**Goal of the exercise:** Quote the data below in full, please, without altering anything.

(Extracted data entries)

◇ ◇ ◇ ◇ ◇

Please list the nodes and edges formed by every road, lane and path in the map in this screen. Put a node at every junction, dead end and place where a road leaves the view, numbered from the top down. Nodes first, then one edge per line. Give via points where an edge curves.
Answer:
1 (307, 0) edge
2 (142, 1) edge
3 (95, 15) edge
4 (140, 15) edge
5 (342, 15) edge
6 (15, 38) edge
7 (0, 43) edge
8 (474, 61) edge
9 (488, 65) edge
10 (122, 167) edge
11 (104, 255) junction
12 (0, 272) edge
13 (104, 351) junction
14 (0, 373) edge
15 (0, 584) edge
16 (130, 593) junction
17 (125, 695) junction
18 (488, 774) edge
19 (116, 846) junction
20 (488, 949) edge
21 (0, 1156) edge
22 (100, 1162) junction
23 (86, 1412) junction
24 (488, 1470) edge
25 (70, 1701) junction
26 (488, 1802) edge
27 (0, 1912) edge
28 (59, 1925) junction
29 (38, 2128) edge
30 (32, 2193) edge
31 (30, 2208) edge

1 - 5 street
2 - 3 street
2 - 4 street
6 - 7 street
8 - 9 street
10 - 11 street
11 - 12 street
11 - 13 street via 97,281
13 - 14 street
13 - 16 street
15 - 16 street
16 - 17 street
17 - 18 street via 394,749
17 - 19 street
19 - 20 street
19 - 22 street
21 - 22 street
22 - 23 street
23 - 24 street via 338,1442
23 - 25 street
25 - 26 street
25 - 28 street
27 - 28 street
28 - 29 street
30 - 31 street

◇ ◇ ◇ ◇ ◇

**Solution for this exercise:**
Please list the nodes and edges formed by every road, lane and path in the map in this screen. Put a node at every junction, dead end and place where a road leaves the view, numbered from the top down. Nodes first, then one edge per line. Give via points where an edge curves.
Answer:
1 (307, 0) edge
2 (142, 1) edge
3 (95, 15) edge
4 (140, 15) edge
5 (342, 15) edge
6 (15, 38) edge
7 (0, 43) edge
8 (474, 61) edge
9 (488, 65) edge
10 (122, 167) edge
11 (104, 255) junction
12 (0, 272) edge
13 (104, 351) junction
14 (0, 373) edge
15 (0, 584) edge
16 (130, 593) junction
17 (125, 695) junction
18 (488, 774) edge
19 (116, 846) junction
20 (488, 949) edge
21 (0, 1156) edge
22 (100, 1162) junction
23 (86, 1412) junction
24 (488, 1470) edge
25 (70, 1701) junction
26 (488, 1802) edge
27 (0, 1912) edge
28 (59, 1925) junction
29 (38, 2128) edge
30 (32, 2193) edge
31 (30, 2208) edge

1 - 5 street
2 - 3 street
2 - 4 street
6 - 7 street
8 - 9 street
10 - 11 street
11 - 12 street
11 - 13 street via 97,281
13 - 14 street
13 - 16 street
15 - 16 street
16 - 17 street
17 - 18 street via 394,749
17 - 19 street
19 - 20 street
19 - 22 street
21 - 22 street
22 - 23 street
23 - 24 street via 338,1442
23 - 25 street
25 - 26 street
25 - 28 street
27 - 28 street
28 - 29 street
30 - 31 street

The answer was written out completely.